Work item: Transcribe each record as written.

(Saved entries)
****************

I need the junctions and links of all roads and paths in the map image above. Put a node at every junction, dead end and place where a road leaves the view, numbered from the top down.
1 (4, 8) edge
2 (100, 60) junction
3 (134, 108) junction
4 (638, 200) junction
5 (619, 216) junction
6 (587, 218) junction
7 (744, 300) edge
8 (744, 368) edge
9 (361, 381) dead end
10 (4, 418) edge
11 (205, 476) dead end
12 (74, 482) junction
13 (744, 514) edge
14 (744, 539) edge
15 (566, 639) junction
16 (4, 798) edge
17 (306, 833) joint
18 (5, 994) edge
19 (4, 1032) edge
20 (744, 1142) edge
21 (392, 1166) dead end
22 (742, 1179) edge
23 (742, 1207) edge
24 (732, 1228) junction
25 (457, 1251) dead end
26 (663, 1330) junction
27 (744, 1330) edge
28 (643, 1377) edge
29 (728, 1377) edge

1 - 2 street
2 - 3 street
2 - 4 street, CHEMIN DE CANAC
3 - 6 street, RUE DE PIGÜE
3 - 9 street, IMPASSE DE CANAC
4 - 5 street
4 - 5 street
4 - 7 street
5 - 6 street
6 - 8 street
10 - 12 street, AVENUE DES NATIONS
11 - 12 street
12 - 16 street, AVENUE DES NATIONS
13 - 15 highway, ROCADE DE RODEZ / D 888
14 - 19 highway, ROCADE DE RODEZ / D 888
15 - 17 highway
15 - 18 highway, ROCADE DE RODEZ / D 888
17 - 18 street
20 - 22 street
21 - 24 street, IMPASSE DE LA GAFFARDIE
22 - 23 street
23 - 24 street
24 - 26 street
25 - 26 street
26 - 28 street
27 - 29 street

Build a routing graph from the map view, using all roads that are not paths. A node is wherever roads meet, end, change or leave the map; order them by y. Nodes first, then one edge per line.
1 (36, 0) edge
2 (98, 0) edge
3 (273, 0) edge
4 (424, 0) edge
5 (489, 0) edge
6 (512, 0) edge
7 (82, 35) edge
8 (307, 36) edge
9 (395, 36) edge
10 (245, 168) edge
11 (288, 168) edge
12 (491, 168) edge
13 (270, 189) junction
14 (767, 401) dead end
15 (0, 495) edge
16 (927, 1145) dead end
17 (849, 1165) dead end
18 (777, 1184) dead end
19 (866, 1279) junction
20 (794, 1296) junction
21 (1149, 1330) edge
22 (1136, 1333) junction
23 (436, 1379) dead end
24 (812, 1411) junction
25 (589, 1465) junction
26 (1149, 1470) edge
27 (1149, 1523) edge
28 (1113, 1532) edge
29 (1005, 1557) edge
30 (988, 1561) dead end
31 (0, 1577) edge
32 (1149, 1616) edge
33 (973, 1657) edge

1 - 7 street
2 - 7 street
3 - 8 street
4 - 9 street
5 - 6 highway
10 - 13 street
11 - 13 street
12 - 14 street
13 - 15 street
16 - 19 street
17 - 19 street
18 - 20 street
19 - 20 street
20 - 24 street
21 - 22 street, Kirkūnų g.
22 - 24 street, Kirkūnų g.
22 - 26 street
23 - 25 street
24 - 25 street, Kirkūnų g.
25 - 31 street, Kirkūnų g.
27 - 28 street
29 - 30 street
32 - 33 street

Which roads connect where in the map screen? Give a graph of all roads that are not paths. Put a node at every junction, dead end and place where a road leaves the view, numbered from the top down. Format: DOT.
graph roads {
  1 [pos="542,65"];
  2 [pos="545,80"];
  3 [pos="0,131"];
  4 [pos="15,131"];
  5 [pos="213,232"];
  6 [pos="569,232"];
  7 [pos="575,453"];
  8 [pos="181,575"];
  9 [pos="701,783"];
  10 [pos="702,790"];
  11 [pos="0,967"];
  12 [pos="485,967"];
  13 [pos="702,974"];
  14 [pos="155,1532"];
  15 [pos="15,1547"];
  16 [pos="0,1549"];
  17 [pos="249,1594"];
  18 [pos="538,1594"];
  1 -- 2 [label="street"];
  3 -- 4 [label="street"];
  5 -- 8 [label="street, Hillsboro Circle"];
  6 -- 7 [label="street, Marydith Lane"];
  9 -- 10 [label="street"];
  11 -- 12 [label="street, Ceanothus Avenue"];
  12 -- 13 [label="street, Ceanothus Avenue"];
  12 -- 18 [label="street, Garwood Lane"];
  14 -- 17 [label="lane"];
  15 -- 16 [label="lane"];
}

****************

Response to this exercise:
I need the junctions and links of all roads and paths in the map image above. Put a node at every junction, dead end and place where a road leaves the view, numbered from the top down.
1 (4, 8) edge
2 (100, 60) junction
3 (134, 108) junction
4 (638, 200) junction
5 (619, 216) junction
6 (587, 218) junction
7 (744, 300) edge
8 (744, 368) edge
9 (361, 381) dead end
10 (4, 418) edge
11 (205, 476) dead end
12 (74, 482) junction
13 (744, 514) edge
14 (744, 539) edge
15 (566, 639) junction
16 (4, 798) edge
17 (306, 833) joint
18 (5, 994) edge
19 (4, 1032) edge
20 (744, 1142) edge
21 (392, 1166) dead end
22 (742, 1179) edge
23 (742, 1207) edge
24 (732, 1228) junction
25 (457, 1251) dead end
26 (663, 1330) junction
27 (744, 1330) edge
28 (643, 1377) edge
29 (728, 1377) edge

1 - 2 street
2 - 3 street
2 - 4 street, CHEMIN DE CANAC
3 - 6 street, RUE DE PIGÜE
3 - 9 street, IMPASSE DE CANAC
4 - 5 street
4 - 5 street
4 - 7 street
5 - 6 street
6 - 8 street
10 - 12 street, AVENUE DES NATIONS
11 - 12 street
12 - 16 street, AVENUE DES NATIONS
13 - 15 highway, ROCADE DE RODEZ / D 888
14 - 19 highway, ROCADE DE RODEZ / D 888
15 - 17 highway
15 - 18 highway, ROCADE DE RODEZ / D 888
17 - 18 street
20 - 22 street
21 - 24 street, IMPASSE DE LA GAFFARDIE
22 - 23 street
23 - 24 street
24 - 26 street
25 - 26 street
26 - 28 street
27 - 29 street

Build a routing graph from the map view, using all roads that are not paths. A node is wherever roads meet, end, change or leave the map; order them by y. Nodes first, then one edge per line.
1 (36, 0) edge
2 (98, 0) edge
3 (273, 0) edge
4 (424, 0) edge
5 (489, 0) edge
6 (512, 0) edge
7 (82, 35) edge
8 (307, 36) edge
9 (395, 36) edge
10 (245, 168) edge
11 (288, 168) edge
12 (491, 168) edge
13 (270, 189) junction
14 (767, 401) dead end
15 (0, 495) edge
16 (927, 1145) dead end
17 (849, 1165) dead end
18 (777, 1184) dead end
19 (866, 1279) junction
20 (794, 1296) junction
21 (1149, 1330) edge
22 (1136, 1333) junction
23 (436, 1379) dead end
24 (812, 1411) junction
25 (589, 1465) junction
26 (1149, 1470) edge
27 (1149, 1523) edge
28 (1113, 1532) edge
29 (1005, 1557) edge
30 (988, 1561) dead end
31 (0, 1577) edge
32 (1149, 1616) edge
33 (973, 1657) edge

1 - 7 street
2 - 7 street
3 - 8 street
4 - 9 street
5 - 6 highway
10 - 13 street
11 - 13 street
12 - 14 street
13 - 15 street
16 - 19 street
17 - 19 street
18 - 20 street
19 - 20 street
20 - 24 street
21 - 22 street, Kirkūnų g.
22 - 24 street, Kirkūnų g.
22 - 26 street
23 - 25 street
24 - 25 street, Kirkūnų g.
25 - 31 street, Kirkūnų g.
27 - 28 street
29 - 30 street
32 - 33 street

Which roads connect where in the map screen? Give a graph of all roads that are not paths. Put a node at every junction, dead end and place where a road leaves the view, numbered from the top down. Format: DOT.
graph roads {
  1 [pos="542,65"];
  2 [pos="545,80"];
  3 [pos="0,131"];
  4 [pos="15,131"];
  5 [pos="213,232"];
  6 [pos="569,232"];
  7 [pos="575,453"];
  8 [pos="181,575"];
  9 [pos="701,783"];
  10 [pos="702,790"];
  11 [pos="0,967"];
  12 [pos="485,967"];
  13 [pos="702,974"];
  14 [pos="155,1532"];
  15 [pos="15,1547"];
  16 [pos="0,1549"];
  17 [pos="249,1594"];
  18 [pos="538,1594"];
  1 -- 2 [label="street"];
  3 -- 4 [label="street"];
  5 -- 8 [label="street, Hillsboro Circle"];
  6 -- 7 [label="street, Marydith Lane"];
  9 -- 10 [label="street"];
  11 -- 12 [label="street, Ceanothus Avenue"];
  12 -- 13 [label="street, Ceanothus Avenue"];
  12 -- 18 [label="street, Garwood Lane"];
  14 -- 17 [label="lane"];
  15 -- 16 [label="lane"];
}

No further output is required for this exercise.